● GIVEN INFORMATION:
*** Begin section ***
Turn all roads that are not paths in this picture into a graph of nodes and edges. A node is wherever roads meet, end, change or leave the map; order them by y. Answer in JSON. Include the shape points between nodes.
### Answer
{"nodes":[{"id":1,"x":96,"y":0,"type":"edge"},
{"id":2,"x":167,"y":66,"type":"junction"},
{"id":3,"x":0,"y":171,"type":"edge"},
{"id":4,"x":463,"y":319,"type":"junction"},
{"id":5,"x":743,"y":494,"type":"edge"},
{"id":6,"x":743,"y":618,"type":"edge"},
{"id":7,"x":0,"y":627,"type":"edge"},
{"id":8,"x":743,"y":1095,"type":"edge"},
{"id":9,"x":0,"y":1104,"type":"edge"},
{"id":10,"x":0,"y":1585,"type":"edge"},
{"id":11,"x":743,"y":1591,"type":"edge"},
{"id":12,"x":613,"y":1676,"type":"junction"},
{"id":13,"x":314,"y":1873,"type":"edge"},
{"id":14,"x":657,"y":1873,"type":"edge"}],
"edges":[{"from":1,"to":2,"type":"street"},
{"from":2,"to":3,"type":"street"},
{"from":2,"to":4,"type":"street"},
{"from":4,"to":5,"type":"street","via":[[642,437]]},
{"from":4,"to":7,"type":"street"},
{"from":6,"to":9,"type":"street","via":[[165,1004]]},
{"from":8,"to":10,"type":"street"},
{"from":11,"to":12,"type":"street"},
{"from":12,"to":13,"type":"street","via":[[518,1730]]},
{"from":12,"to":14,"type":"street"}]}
*** End section ***
● ACTIVITY:
Every line above should be transcribed exactly.

● EXPECTED OUTPUT:
Turn all roads that are not paths in this picture into a graph of nodes and edges. A node is wherever roads meet, end, change or leave the map; order them by y. Answer in JSON. Include the shape points between nodes.
### Answer
{"nodes":[{"id":1,"x":96,"y":0,"type":"edge"},
{"id":2,"x":167,"y":66,"type":"junction"},
{"id":3,"x":0,"y":171,"type":"edge"},
{"id":4,"x":463,"y":319,"type":"junction"},
{"id":5,"x":743,"y":494,"type":"edge"},
{"id":6,"x":743,"y":618,"type":"edge"},
{"id":7,"x":0,"y":627,"type":"edge"},
{"id":8,"x":743,"y":1095,"type":"edge"},
{"id":9,"x":0,"y":1104,"type":"edge"},
{"id":10,"x":0,"y":1585,"type":"edge"},
{"id":11,"x":743,"y":1591,"type":"edge"},
{"id":12,"x":613,"y":1676,"type":"junction"},
{"id":13,"x":314,"y":1873,"type":"edge"},
{"id":14,"x":657,"y":1873,"type":"edge"}],
"edges":[{"from":1,"to":2,"type":"street"},
{"from":2,"to":3,"type":"street"},
{"from":2,"to":4,"type":"street"},
{"from":4,"to":5,"type":"street","via":[[642,437]]},
{"from":4,"to":7,"type":"street"},
{"from":6,"to":9,"type":"street","via":[[165,1004]]},
{"from":8,"to":10,"type":"street"},
{"from":11,"to":12,"type":"street"},
{"from":12,"to":13,"type":"street","via":[[518,1730]]},
{"from":12,"to":14,"type":"street"}]}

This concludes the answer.